• _What you will do_
Every entry should be repeated exactly as written.
★ ★ ★ ★ ★ ★ ★
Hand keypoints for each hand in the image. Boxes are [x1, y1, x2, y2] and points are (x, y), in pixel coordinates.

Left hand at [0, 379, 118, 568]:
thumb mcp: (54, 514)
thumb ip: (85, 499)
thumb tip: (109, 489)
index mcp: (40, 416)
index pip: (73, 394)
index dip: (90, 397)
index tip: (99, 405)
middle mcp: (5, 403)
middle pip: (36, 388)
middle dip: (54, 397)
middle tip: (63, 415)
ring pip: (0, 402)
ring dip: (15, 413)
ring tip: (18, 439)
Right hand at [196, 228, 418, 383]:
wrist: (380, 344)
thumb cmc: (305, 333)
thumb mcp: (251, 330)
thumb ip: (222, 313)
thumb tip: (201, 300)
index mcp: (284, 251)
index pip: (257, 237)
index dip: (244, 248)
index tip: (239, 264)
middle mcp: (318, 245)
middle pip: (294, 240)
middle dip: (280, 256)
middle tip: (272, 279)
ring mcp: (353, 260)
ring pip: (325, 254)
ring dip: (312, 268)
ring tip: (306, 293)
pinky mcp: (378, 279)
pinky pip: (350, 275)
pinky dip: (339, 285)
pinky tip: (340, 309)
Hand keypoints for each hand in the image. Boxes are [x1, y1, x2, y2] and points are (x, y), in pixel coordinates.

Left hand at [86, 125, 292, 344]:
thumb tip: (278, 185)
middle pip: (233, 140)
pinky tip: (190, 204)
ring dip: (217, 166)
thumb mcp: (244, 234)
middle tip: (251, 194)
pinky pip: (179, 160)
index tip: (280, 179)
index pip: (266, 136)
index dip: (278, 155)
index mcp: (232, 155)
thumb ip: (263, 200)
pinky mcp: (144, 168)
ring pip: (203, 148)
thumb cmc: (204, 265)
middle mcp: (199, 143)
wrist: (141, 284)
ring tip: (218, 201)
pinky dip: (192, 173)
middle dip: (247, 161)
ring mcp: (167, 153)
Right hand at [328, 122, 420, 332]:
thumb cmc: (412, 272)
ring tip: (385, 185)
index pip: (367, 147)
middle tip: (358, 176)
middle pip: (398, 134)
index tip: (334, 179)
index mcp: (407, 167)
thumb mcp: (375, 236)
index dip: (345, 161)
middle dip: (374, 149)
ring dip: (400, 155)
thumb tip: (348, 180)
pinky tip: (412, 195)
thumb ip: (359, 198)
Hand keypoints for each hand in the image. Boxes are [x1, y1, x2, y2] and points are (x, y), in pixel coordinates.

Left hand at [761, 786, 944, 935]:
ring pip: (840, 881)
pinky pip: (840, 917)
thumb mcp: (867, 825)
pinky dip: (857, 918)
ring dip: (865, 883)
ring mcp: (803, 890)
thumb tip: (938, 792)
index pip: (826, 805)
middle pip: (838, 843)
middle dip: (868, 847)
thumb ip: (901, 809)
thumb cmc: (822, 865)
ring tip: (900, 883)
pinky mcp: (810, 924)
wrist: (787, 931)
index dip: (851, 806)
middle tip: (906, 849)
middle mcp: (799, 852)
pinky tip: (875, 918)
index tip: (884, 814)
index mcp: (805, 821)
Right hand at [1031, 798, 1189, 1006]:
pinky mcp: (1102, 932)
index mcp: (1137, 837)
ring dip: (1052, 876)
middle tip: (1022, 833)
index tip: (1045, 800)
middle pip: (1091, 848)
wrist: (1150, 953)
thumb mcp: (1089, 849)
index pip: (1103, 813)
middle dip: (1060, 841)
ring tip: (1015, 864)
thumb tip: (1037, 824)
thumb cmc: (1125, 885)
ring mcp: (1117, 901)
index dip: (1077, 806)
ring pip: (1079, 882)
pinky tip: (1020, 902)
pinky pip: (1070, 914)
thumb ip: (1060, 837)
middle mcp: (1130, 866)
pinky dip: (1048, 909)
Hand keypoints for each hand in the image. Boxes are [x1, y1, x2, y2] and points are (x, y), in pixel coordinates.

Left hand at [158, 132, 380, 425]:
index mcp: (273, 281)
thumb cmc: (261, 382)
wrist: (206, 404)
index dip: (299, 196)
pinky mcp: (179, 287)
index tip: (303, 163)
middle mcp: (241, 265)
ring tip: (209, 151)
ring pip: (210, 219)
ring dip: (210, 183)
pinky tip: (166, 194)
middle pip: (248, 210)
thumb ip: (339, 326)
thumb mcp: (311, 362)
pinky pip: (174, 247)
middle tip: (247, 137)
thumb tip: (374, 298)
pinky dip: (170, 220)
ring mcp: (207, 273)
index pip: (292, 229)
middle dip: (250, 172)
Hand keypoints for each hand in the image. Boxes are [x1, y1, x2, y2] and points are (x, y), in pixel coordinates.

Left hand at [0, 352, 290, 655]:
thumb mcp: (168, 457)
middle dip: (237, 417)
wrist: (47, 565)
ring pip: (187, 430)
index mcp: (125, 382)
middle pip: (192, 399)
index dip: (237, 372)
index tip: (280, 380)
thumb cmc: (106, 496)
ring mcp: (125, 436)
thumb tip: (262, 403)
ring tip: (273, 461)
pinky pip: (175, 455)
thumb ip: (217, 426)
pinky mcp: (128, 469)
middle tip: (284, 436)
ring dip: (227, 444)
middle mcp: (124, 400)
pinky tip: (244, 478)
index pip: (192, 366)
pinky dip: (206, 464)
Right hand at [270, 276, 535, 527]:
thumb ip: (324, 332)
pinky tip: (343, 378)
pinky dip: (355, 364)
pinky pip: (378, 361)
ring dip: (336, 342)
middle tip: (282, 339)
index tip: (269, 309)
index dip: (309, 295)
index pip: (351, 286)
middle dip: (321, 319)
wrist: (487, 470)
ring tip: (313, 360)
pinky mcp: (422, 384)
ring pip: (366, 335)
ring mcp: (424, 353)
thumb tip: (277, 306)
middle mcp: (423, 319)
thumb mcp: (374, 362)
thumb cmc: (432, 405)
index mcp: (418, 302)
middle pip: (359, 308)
★ ★ ★ ★ ★ ★ ★
• _Output for this task_
Hand keypoints for each hand in the image. Boxes are [x1, y1, x2, y2] and points are (x, y), in pixel coordinates.

Left hand at [0, 379, 118, 568]:
thumb mcp: (54, 514)
thumb ip: (85, 499)
thumb tip: (109, 489)
index mcp: (40, 416)
index pip: (73, 394)
index dip: (90, 397)
index tip: (99, 405)
middle mcp: (5, 403)
middle pip: (36, 388)
middle dip: (54, 397)
middle tip: (63, 415)
ring pip: (0, 402)
ring dip: (15, 413)
ring tip: (18, 439)
Right hand at [196, 228, 418, 383]:
wrist: (380, 344)
thumb cmc: (305, 333)
thumb mcp: (251, 330)
thumb ip: (222, 313)
thumb tip: (201, 300)
index mcp: (284, 251)
index pip: (257, 237)
index dip: (244, 248)
index tip: (239, 264)
middle mcp: (318, 245)
middle pip: (294, 240)
middle dip: (280, 256)
middle tip: (272, 279)
ring mcp: (353, 260)
ring pip: (325, 254)
ring dip: (312, 268)
ring tip: (306, 293)
pinky mcp: (378, 279)
pinky pip: (350, 275)
pinky dip: (339, 285)
pinky tip: (340, 309)
Hand keypoints for each hand in the image. Boxes are [x1, y1, x2, y2] and points are (x, y), in pixel coordinates.

Left hand at [86, 125, 292, 344]:
thumb tip: (278, 185)
middle pip: (233, 140)
pinky tip: (190, 204)
ring dip: (217, 166)
thumb mcp: (244, 234)
middle tip: (251, 194)
pinky pip: (179, 160)
index tip: (280, 179)
index pip: (266, 136)
index dip: (278, 155)
index mcp: (232, 155)
thumb ip: (263, 200)
pinky mcp: (144, 168)
ring pip: (203, 148)
thumb cmc: (204, 265)
middle mcp: (199, 143)
wrist: (141, 284)
ring tip: (218, 201)
pinky dip: (192, 173)
middle dip: (247, 161)
ring mcp: (167, 153)
Right hand at [328, 122, 420, 332]:
thumb cmc: (412, 272)
ring tip: (385, 185)
index pip: (367, 147)
middle tip: (358, 176)
middle pip: (398, 134)
index tip: (334, 179)
index mcp: (407, 167)
thumb mcp: (375, 236)
index dip: (345, 161)
middle dip: (374, 149)
ring dip: (400, 155)
thumb tip: (348, 180)
pinky tip: (412, 195)
thumb ip: (359, 198)
Hand keypoints for each hand in the image. Boxes are [x1, y1, x2, y2] and points are (x, y), in pixel coordinates.

Left hand at [761, 786, 944, 935]:
ring pip: (840, 881)
pinky pip: (840, 917)
thumb mcp: (867, 825)
pinky dip: (857, 918)
ring dip: (865, 883)
ring mcp: (803, 890)
thumb tip: (938, 792)
index pip: (826, 805)
middle pip: (838, 843)
middle dip: (868, 847)
thumb ip: (901, 809)
thumb cmc: (822, 865)
ring tip: (900, 883)
pinky mcp: (810, 924)
wrist: (787, 931)
index dip: (851, 806)
middle tip: (906, 849)
middle mcp: (799, 852)
pinky tip: (875, 918)
index tip: (884, 814)
index mcp: (805, 821)
Right hand at [1031, 798, 1189, 1006]:
pinky mcp: (1102, 932)
index mcp: (1137, 837)
ring dip: (1052, 876)
middle tip: (1022, 833)
index tip: (1045, 800)
middle pip: (1091, 848)
wrist: (1150, 953)
thumb mcp: (1089, 849)
index pip: (1103, 813)
middle dip: (1060, 841)
ring tip: (1015, 864)
thumb tip: (1037, 824)
thumb cmc: (1125, 885)
ring mcp: (1117, 901)
index dip: (1077, 806)
ring pip: (1079, 882)
pinky tip: (1020, 902)
pinky pip: (1070, 914)
thumb ip: (1060, 837)
middle mcp: (1130, 866)
pinky dip: (1048, 909)
Hand keypoints for each hand in the image. Boxes are [x1, y1, x2, y2] and points are (x, y), in pixel coordinates.

Left hand at [158, 132, 380, 425]:
index mcp: (273, 281)
thumb cmc: (261, 382)
wrist: (206, 404)
index dip: (299, 196)
pinky mcp: (179, 287)
index tip: (303, 163)
middle mcp: (241, 265)
ring tip: (209, 151)
ring pip: (210, 219)
ring dip: (210, 183)
pinky tip: (166, 194)
middle pip: (248, 210)
thumb ip: (339, 326)
thumb mcp: (311, 362)
pinky pip: (174, 247)
middle tip: (247, 137)
thumb tip: (374, 298)
pinky dip: (170, 220)
ring mcp: (207, 273)
index pip: (292, 229)
middle dip: (250, 172)
Hand keypoints for each hand in the image. Boxes are [x1, y1, x2, y2] and points are (x, y), in pixel coordinates.

Left hand at [0, 352, 290, 655]:
thumb mcp: (168, 457)
middle dip: (237, 417)
wrist: (47, 565)
ring pip: (187, 430)
index mcp: (125, 382)
middle pip: (192, 399)
index dip: (237, 372)
index tip: (280, 380)
thumb cmc: (106, 496)
ring mcp: (125, 436)
thumb tip: (262, 403)
ring tip: (273, 461)
pinky pip: (175, 455)
thumb ip: (217, 426)
pinky mcp: (128, 469)
middle tip: (284, 436)
ring dip: (227, 444)
middle mcp: (124, 400)
pinky tip: (244, 478)
index pip: (192, 366)
pinky dip: (206, 464)
Right hand at [270, 276, 535, 527]:
thumb ip: (324, 332)
pinky tip: (343, 378)
pinky dip: (355, 364)
pinky pip: (378, 361)
ring dip: (336, 342)
middle tip: (282, 339)
index tip: (269, 309)
index dip: (309, 295)
index pip: (351, 286)
middle dip: (321, 319)
wrist: (487, 470)
ring tip: (313, 360)
pinky mcp: (422, 384)
ring pip: (366, 335)
ring mcp: (424, 353)
thumb tip: (277, 306)
middle mcp: (423, 319)
thumb mcp: (374, 362)
thumb cmc: (432, 405)
index mcp: (418, 302)
middle pip: (359, 308)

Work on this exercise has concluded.